Sometimes we can begin with the right intentions but over time lose sight of the real purpose behind adapting. Classes then become little more than entertainment or worldly chatter.

Sometimes we can go too far, compromising the truth of God’s Word or losing Christ-like integrity in the process. We become like them instead of winning them to the Lord or establishing them in His Word.

How the Apostle Paul Avoided These Problems when Adapting to Those He Served

Having the right perspective and purpose behind adapting, as seen in 1 Corinthians 9:19-23, certainly laid the foundation for avoiding the above mentioned problems. Here are two more takeaways from Paul’s example in being adaptable:

1) He knew where to draw the line. Notice he said “I” adapted, not the message or who God is.

I have become all things to all people so that by all possible means I might save some. (1 Cor. 9:22)

We don’t change God to make Him more palatable for our generation. We don’t make Jesus or God according to our liking. God is who He is as described in the Bible.

The truth, or message, did not change, just how it was presented. All Scripture is inspired and useful (2 Tim. 3:16-17). Who are we to pick and choose what is relevant and what can be disregarded?

2) He kept the focus where it belonged. Paul concluded these thoughts with, “I do all this for the sake of the gospel, that I may share in its blessings” (1 Cor. 9:23).
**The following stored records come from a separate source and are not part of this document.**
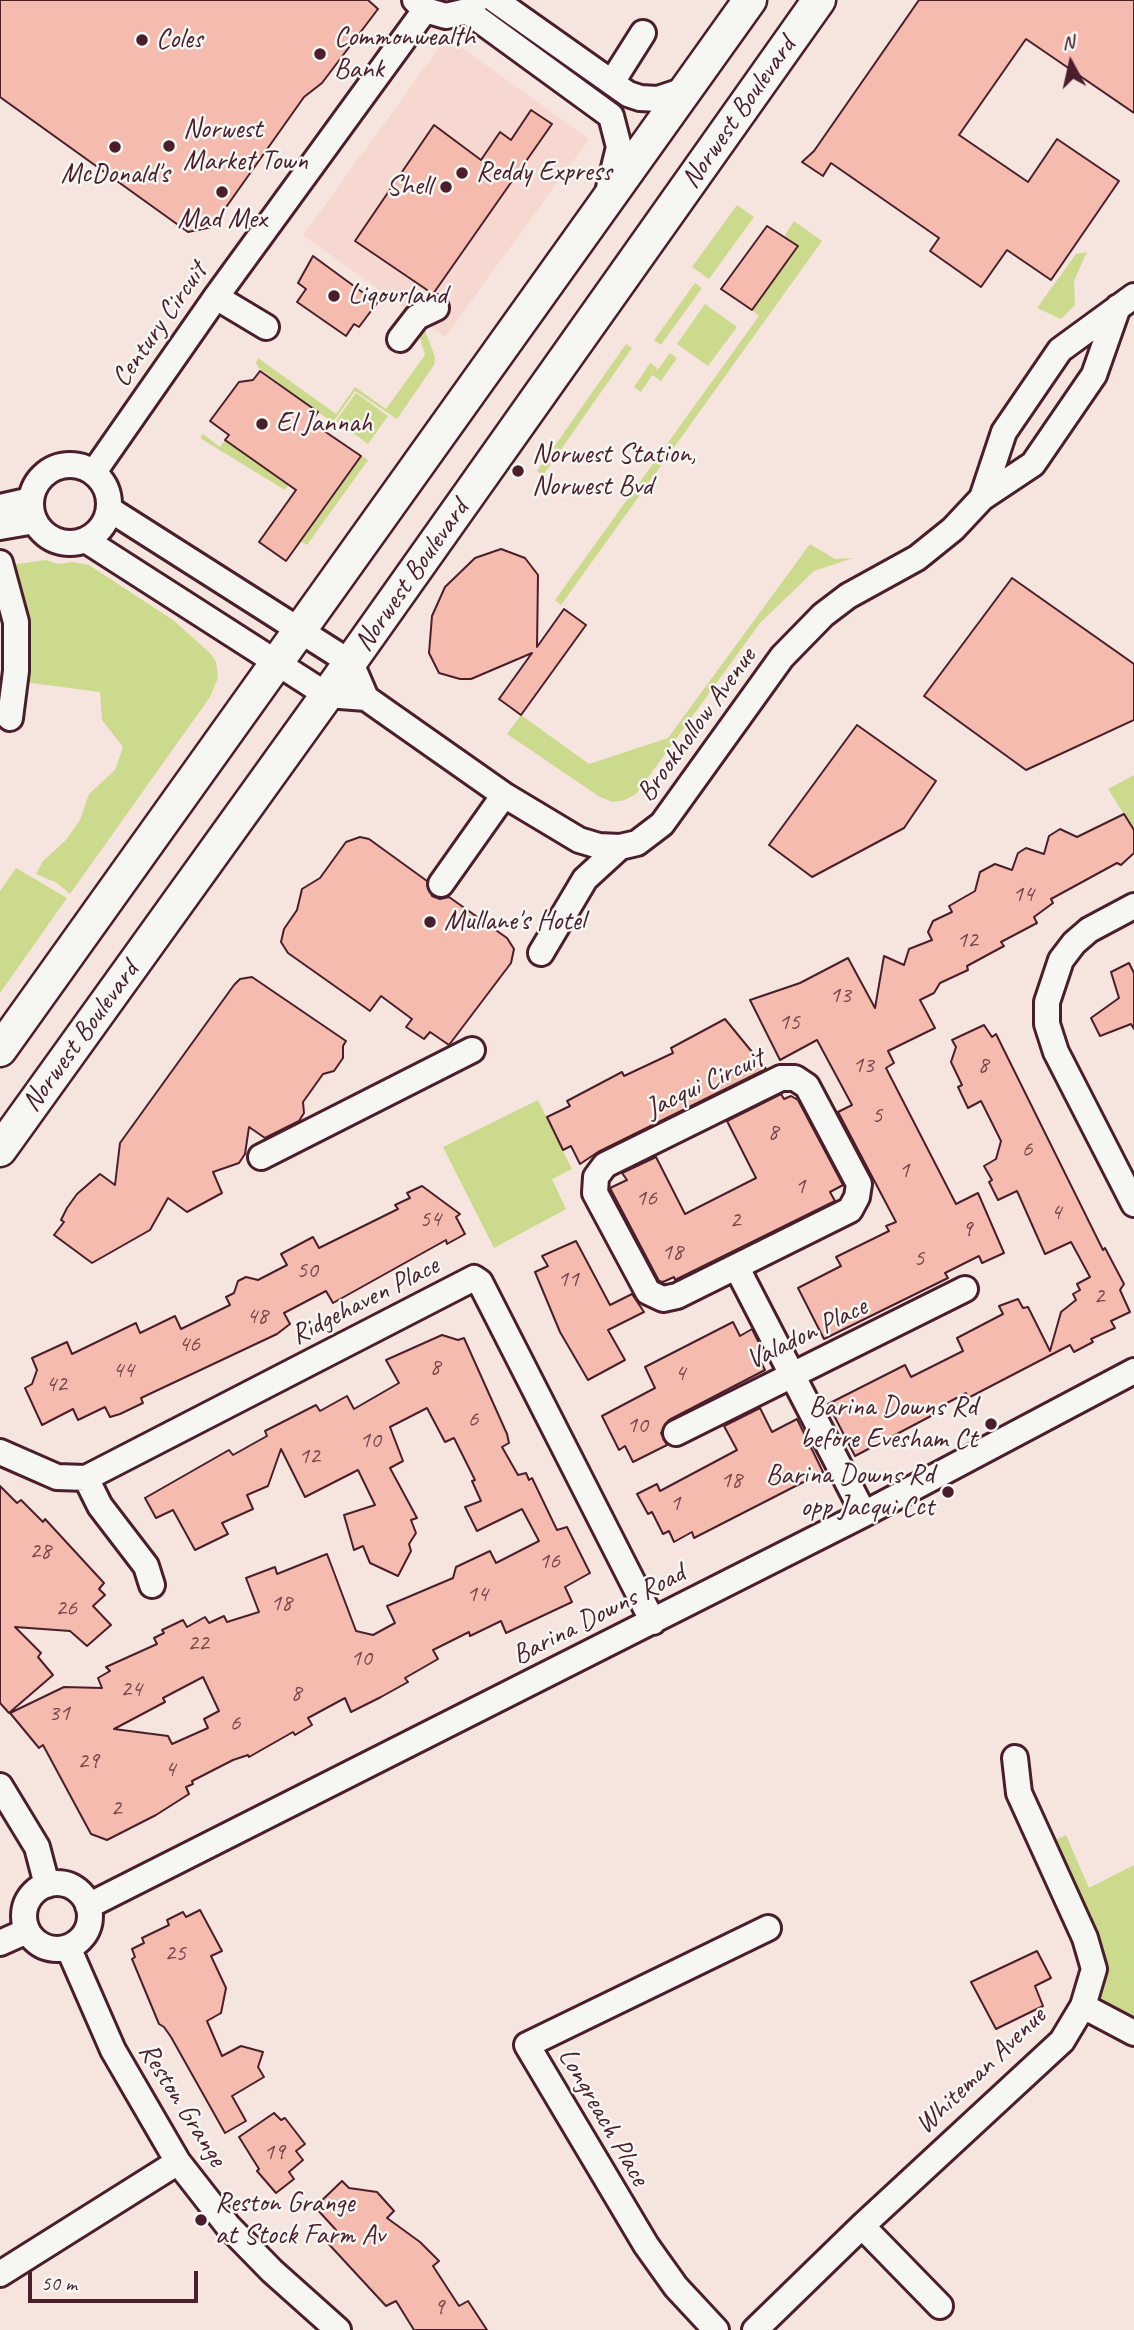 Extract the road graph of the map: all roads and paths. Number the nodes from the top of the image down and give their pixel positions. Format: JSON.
{"nodes":[{"id":1,"x":495,"y":0,"type":"edge"},
{"id":2,"x":750,"y":0,"type":"edge"},
{"id":3,"x":820,"y":0,"type":"edge"},
{"id":4,"x":420,"y":5,"type":"edge"},
{"id":5,"x":472,"y":5,"type":"edge"},
{"id":6,"x":643,"y":33,"type":"dead end"},
{"id":7,"x":611,"y":82,"type":"junction"},
{"id":8,"x":685,"y":90,"type":"junction"},
{"id":9,"x":602,"y":209,"type":"junction"},
{"id":10,"x":216,"y":297,"type":"junction"},
{"id":11,"x":1126,"y":302,"type":"edge"},
{"id":12,"x":436,"y":307,"type":"dead end"},
{"id":13,"x":266,"y":327,"type":"dead end"},
{"id":14,"x":400,"y":339,"type":"dead end"},
{"id":15,"x":94,"y":472,"type":"junction"},
{"id":16,"x":982,"y":498,"type":"junction"},
{"id":17,"x":0,"y":507,"type":"edge"},
{"id":18,"x":109,"y":509,"type":"junction"},
{"id":19,"x":33,"y":510,"type":"junction"},
{"id":20,"x":0,"y":527,"type":"edge"},
{"id":21,"x":87,"y":541,"type":"junction"},
{"id":22,"x":0,"y":563,"type":"edge"},
{"id":23,"x":300,"y":631,"type":"junction"},
{"id":24,"x":277,"y":663,"type":"junction"},
{"id":25,"x":351,"y":663,"type":"junction"},
{"id":26,"x":327,"y":695,"type":"junction"},
{"id":27,"x":366,"y":698,"type":"junction"},
{"id":28,"x":10,"y":718,"type":"dead end"},
{"id":29,"x":504,"y":795,"type":"junction"},
{"id":30,"x":620,"y":847,"type":"junction"},
{"id":31,"x":442,"y":884,"type":"dead end"},
{"id":32,"x":1134,"y":906,"type":"edge"},
{"id":33,"x":541,"y":953,"type":"dead end"},
{"id":34,"x":0,"y":1050,"type":"edge"},
{"id":35,"x":472,"y":1050,"type":"dead end"},
{"id":36,"x":0,"y":1150,"type":"edge"},
{"id":37,"x":261,"y":1157,"type":"dead end"},
{"id":38,"x":1134,"y":1204,"type":"edge"},
{"id":39,"x":737,"y":1268,"type":"junction"},
{"id":40,"x":965,"y":1289,"type":"dead end"},
{"id":41,"x":1134,"y":1371,"type":"edge"},
{"id":42,"x":791,"y":1374,"type":"junction"},
{"id":43,"x":676,"y":1433,"type":"dead end"},
{"id":44,"x":0,"y":1452,"type":"edge"},
{"id":45,"x":86,"y":1478,"type":"junction"},
{"id":46,"x":864,"y":1514,"type":"junction"},
{"id":47,"x":152,"y":1585,"type":"dead end"},
{"id":48,"x":653,"y":1622,"type":"junction"},
{"id":49,"x":1015,"y":1758,"type":"dead end"},
{"id":50,"x":0,"y":1786,"type":"edge"},
{"id":51,"x":47,"y":1885,"type":"junction"},
{"id":52,"x":88,"y":1906,"type":"junction"},
{"id":53,"x":768,"y":1928,"type":"dead end"},
{"id":54,"x":27,"y":1931,"type":"junction"},
{"id":55,"x":0,"y":1943,"type":"edge"},
{"id":56,"x":68,"y":1947,"type":"junction"},
{"id":57,"x":1083,"y":2006,"type":"junction"},
{"id":58,"x":1134,"y":2033,"type":"edge"},
{"id":59,"x":178,"y":2162,"type":"junction"},
{"id":60,"x":862,"y":2226,"type":"junction"},
{"id":61,"x":0,"y":2274,"type":"edge"},
{"id":62,"x":940,"y":2306,"type":"dead end"},
{"id":63,"x":338,"y":2330,"type":"edge"},
{"id":64,"x":716,"y":2330,"type":"edge"},
{"id":65,"x":755,"y":2330,"type":"edge"}],
"edges":[{"from":1,"to":7,"type":"street"},
{"from":2,"to":8,"type":"main road","name":"Norwest Boulevard"},
{"from":3,"to":25,"type":"main road","name":"Norwest Boulevard"},
{"from":4,"to":5,"type":"street"},
{"from":4,"to":10,"type":"street","name":"Century Circuit"},
{"from":5,"to":9,"type":"street"},
{"from":6,"to":7,"type":"street"},
{"from":7,"to":8,"type":"street"},
{"from":8,"to":9,"type":"main road","name":"Norwest Boulevard"},
{"from":9,"to":23,"type":"main road","name":"Norwest Boulevard"},
{"from":10,"to":13,"type":"street"},
{"from":10,"to":15,"type":"street","name":"Century Circuit"},
{"from":11,"to":16,"type":"street","name":"Brookhollow Avenue"},
{"from":11,"to":16,"type":"street","name":"Brookhollow Avenue"},
{"from":12,"to":14,"type":"street"},
{"from":15,"to":18,"type":"street"},
{"from":15,"to":19,"type":"street"},
{"from":16,"to":30,"type":"street","name":"Brookhollow Avenue"},
{"from":17,"to":19,"type":"street"},
{"from":18,"to":21,"type":"street"},
{"from":18,"to":23,"type":"street"},
{"from":19,"to":20,"type":"street"},
{"from":19,"to":21,"type":"street"},
{"from":21,"to":24,"type":"street"},
{"from":22,"to":28,"type":"street"},
{"from":23,"to":24,"type":"main road","name":"Norwest Boulevard"},
{"from":23,"to":25,"type":"street"},
{"from":24,"to":26,"type":"street"},
{"from":24,"to":34,"type":"main road","name":"Norwest Boulevard"},
{"from":25,"to":26,"type":"main road","name":"Norwest Boulevard"},
{"from":25,"to":27,"type":"street"},
{"from":26,"to":27,"type":"street"},
{"from":26,"to":36,"type":"main road","name":"Norwest Boulevard"},
{"from":27,"to":29,"type":"street"},
{"from":29,"to":30,"type":"street"},
{"from":29,"to":31,"type":"street"},
{"from":30,"to":33,"type":"street"},
{"from":32,"to":38,"type":"street"},
{"from":35,"to":37,"type":"street"},
{"from":39,"to":39,"type":"street","name":"Jacqui Circuit"},
{"from":39,"to":42,"type":"street"},
{"from":40,"to":42,"type":"street","name":"Valadon Place"},
{"from":41,"to":46,"type":"street","name":"Barina Downs Road"},
{"from":42,"to":43,"type":"street","name":"Valadon Place"},
{"from":42,"to":46,"type":"street"},
{"from":44,"to":45,"type":"street"},
{"from":45,"to":47,"type":"street"},
{"from":45,"to":48,"type":"street","name":"Ridgehaven Place"},
{"from":46,"to":48,"type":"street","name":"Barina Downs Road"},
{"from":48,"to":52,"type":"street","name":"Barina Downs Road"},
{"from":49,"to":57,"type":"street","name":"Whiteman Avenue"},
{"from":50,"to":51,"type":"street"},
{"from":51,"to":52,"type":"street"},
{"from":51,"to":54,"type":"street"},
{"from":52,"to":56,"type":"street"},
{"from":53,"to":64,"type":"street","name":"Longreach Place"},
{"from":54,"to":55,"type":"street"},
{"from":54,"to":56,"type":"street"},
{"from":56,"to":59,"type":"street","name":"Reston Grange"},
{"from":57,"to":58,"type":"street"},
{"from":57,"to":60,"type":"street","name":"Whiteman Avenue"},
{"from":59,"to":61,"type":"street"},
{"from":59,"to":63,"type":"street","name":"Reston Grange"},
{"from":60,"to":62,"type":"street"},
{"from":60,"to":65,"type":"street","name":"Whiteman Avenue"}]}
We do what we do for the advancement of the Gospel, not for our own sakes, and not even just for the sake of our students. There’s a bigger agenda to which God invites our participation. If we fall prey to compromising the message or losing Christ-like integrity in the process of adapting, we won’t see lives changed. We will be robbing the cross of its power (1 Cor. 1:17-18). However, when we see people come to know Jesus as their Savior, and grow in their relationship with Him, we’re experiencing the power of the Gospel (Rom. 1:16) at work. That’s the real blessing in teaching.